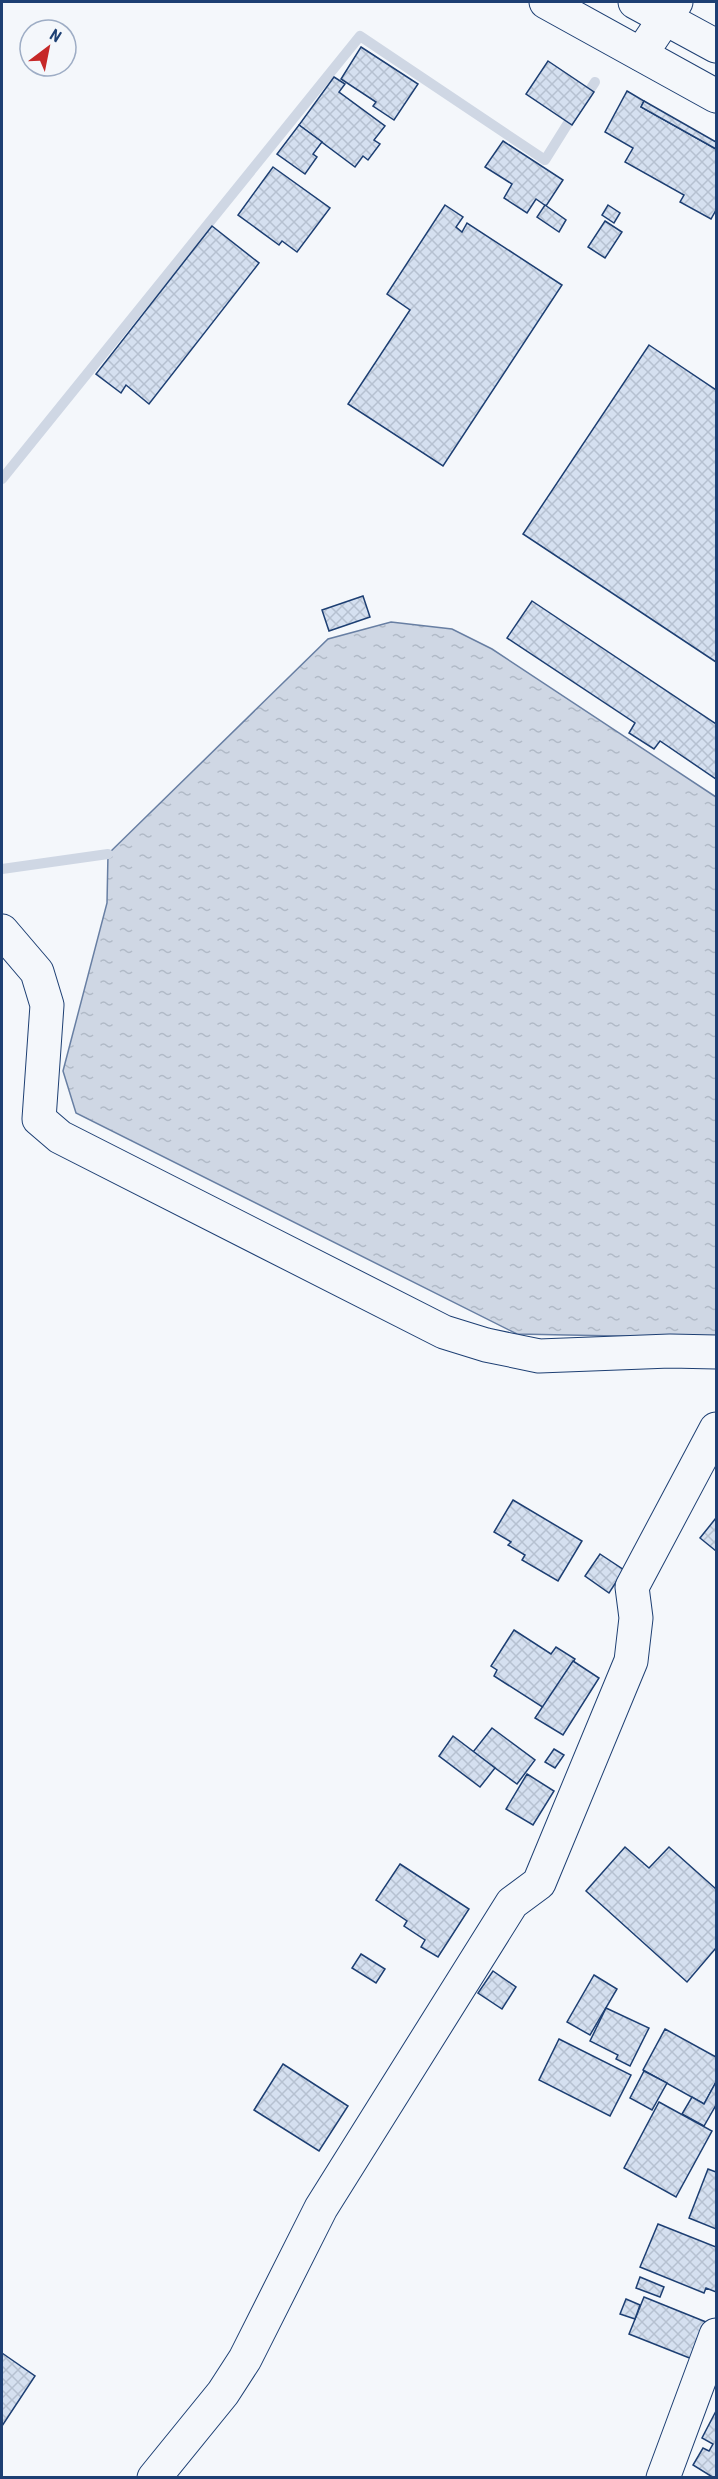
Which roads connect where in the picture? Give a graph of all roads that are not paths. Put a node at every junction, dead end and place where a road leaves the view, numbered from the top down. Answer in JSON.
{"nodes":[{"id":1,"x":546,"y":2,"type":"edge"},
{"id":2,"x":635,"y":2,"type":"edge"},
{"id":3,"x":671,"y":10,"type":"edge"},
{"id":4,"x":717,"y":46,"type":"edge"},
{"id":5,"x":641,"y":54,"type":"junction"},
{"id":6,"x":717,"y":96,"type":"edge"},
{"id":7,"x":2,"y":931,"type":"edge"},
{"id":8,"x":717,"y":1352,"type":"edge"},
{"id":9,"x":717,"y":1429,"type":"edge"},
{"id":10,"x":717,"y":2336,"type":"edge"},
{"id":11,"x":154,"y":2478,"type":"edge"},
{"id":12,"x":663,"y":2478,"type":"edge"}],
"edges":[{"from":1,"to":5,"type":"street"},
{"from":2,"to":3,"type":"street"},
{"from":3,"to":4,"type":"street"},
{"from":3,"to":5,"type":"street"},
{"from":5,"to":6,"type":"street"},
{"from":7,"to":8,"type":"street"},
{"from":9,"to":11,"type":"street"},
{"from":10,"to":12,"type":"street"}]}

→ **PROBLEM**
The lines above should be transcribed exactly, with every image removed.

→ **THE COMPLETED TASK**
Which roads connect where in the picture? Give a graph of all roads that are not paths. Put a node at every junction, dead end and place where a road leaves the view, numbered from the top down. Answer in JSON.
{"nodes":[{"id":1,"x":546,"y":2,"type":"edge"},
{"id":2,"x":635,"y":2,"type":"edge"},
{"id":3,"x":671,"y":10,"type":"edge"},
{"id":4,"x":717,"y":46,"type":"edge"},
{"id":5,"x":641,"y":54,"type":"junction"},
{"id":6,"x":717,"y":96,"type":"edge"},
{"id":7,"x":2,"y":931,"type":"edge"},
{"id":8,"x":717,"y":1352,"type":"edge"},
{"id":9,"x":717,"y":1429,"type":"edge"},
{"id":10,"x":717,"y":2336,"type":"edge"},
{"id":11,"x":154,"y":2478,"type":"edge"},
{"id":12,"x":663,"y":2478,"type":"edge"}],
"edges":[{"from":1,"to":5,"type":"street"},
{"from":2,"to":3,"type":"street"},
{"from":3,"to":4,"type":"street"},
{"from":3,"to":5,"type":"street"},
{"from":5,"to":6,"type":"street"},
{"from":7,"to":8,"type":"street"},
{"from":9,"to":11,"type":"street"},
{"from":10,"to":12,"type":"street"}]}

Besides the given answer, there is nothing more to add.